PROMPT: Tally every line of the records below that includes "edges", and reply with the total alone.

GIVEN DATA:
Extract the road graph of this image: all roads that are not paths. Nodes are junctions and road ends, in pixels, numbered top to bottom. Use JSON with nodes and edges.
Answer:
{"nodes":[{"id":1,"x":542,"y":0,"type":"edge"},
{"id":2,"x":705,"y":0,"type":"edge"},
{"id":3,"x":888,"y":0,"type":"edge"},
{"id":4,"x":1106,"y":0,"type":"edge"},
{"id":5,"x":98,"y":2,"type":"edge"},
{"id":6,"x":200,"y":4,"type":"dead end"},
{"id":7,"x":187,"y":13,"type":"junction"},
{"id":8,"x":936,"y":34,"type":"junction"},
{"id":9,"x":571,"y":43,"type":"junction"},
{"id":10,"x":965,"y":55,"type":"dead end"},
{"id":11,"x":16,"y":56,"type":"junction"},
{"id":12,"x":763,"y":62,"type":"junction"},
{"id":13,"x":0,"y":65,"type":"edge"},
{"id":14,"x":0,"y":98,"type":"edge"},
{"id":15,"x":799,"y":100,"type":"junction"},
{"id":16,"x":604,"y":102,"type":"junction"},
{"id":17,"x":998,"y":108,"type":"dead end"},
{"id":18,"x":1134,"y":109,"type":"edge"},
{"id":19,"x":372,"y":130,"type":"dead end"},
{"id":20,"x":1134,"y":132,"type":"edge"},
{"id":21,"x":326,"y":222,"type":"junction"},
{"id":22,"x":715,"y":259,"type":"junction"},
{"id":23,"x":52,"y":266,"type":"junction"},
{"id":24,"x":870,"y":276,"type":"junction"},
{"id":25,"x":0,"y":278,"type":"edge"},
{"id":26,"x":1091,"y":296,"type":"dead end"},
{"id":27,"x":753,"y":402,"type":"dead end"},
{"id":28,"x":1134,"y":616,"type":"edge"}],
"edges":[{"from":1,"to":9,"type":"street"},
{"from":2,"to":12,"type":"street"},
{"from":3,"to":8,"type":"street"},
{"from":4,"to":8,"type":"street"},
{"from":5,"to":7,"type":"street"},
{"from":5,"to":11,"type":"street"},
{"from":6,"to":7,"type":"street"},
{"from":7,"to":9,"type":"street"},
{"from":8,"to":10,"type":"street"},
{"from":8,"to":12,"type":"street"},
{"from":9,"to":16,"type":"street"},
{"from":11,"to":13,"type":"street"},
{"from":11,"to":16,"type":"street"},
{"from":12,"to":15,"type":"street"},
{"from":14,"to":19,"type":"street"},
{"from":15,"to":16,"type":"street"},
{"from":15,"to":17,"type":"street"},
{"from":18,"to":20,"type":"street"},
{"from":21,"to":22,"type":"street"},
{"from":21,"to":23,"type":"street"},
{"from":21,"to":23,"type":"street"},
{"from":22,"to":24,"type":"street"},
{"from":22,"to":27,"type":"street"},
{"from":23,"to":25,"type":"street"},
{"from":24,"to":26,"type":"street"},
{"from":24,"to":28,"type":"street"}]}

RESULT BELOW: 2